Types can be inferred from how variables are used:

def process(items: list[int]) -> int:
    return sum(items);

// x is inferred to be list[int] from the context of the function call
x = [];
process(x);  // Constrains x to list[int]

Flow-sensitive Inference#

Types can be refined based on control flow:

x = get_value();  // Initial type might be Any or a union type

if isinstance(x, str):
    // Within this block, x is known to be a str
    print(x.upper());
else:
    // Here, x's type excludes str
    // ...

Return Type Inference#

For functions without explicit return types, the return type is inferred:

can multiply(a: int, b: int) {
    return a * b;  // Return type inferred as int
}

The Inference Algorithm#

Type inference works in several phases:

1. Collection Phase#

In this phase, the compiler: - Identifies all variables and expressions - Records explicit type annotations - Creates placeholder types for variables without annotations - Generates type variables for generic type parameters

2. Constraint Generation Phase#

The compiler analyzes expressions and statements to generate constraints:

flowchart TD
    A[AST Walk] --> B[Generate Type Variables]
    B --> C[Generate Constraints]
    C --> D[Constraint Solving]

    C --> C1["Assignment: lhs = rhs ➝ rhs <: lhs"]
    C --> C2["BinaryOp: a + b ➝ Constraints on a, b, result"]
    C --> C3["FunctionCall: f(a, b) ➝ a <: param1, b <: param2"]
    C --> C4["Return: return e ➝ e <: func_return_type"]

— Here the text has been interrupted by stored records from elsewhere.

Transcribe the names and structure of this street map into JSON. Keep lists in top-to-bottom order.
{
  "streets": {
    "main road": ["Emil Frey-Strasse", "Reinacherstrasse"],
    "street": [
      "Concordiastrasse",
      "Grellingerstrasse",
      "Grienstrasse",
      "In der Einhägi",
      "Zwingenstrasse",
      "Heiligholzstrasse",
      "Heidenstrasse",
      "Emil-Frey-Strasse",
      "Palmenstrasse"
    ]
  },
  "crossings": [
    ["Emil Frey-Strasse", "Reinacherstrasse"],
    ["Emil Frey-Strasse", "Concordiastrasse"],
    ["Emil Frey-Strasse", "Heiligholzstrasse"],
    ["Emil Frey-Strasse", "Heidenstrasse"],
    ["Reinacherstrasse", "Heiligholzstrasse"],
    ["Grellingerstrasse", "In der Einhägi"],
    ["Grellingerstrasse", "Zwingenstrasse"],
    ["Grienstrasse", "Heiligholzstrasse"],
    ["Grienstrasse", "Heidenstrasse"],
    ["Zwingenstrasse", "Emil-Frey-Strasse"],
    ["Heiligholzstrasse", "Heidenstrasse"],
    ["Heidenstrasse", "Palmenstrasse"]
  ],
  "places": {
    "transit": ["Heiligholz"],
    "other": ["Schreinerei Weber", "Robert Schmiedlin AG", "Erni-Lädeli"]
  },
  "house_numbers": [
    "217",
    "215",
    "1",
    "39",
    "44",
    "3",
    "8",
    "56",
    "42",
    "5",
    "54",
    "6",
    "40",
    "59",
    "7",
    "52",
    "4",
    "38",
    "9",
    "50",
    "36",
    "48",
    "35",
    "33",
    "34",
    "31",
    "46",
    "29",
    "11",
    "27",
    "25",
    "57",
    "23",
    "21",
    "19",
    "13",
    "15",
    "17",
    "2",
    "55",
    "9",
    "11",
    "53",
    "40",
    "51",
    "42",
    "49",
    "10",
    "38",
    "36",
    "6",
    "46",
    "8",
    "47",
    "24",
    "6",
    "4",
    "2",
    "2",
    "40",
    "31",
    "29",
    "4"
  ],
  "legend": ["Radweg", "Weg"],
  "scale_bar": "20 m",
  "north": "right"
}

Example constraints: - Assignment: x = e generates typeof(e) <: typeof(x) - Binary operation: a + b generates type constraints based on operation rules - Function call: f(a, b) generates typeof(a) <: typeof(param1), typeof(b) <: typeof(param2)

3. Constraint Solving Phase#

The constraint solver attempts to find the most specific types that satisfy all constraints. This typically involves:

  1. Constructing a constraint graph
  2. Applying constraint propagation
  3. Resolving type variables to concrete types
  4. Defaulting remaining ambiguous types
# Simplified constraint solving algorithm
def solve_constraints(constraints, type_vars):
    changed = True
    while changed:
        changed = False
        for constraint in constraints:
            # Apply constraint propagation rules
            result = apply_constraint(constraint, type_vars)
            if result:
                changed = True

    # Apply defaulting rules for any remaining ambiguous types
    for var in type_vars:
        if is_ambiguous(var):
            type_vars[var] = default_type_for(var)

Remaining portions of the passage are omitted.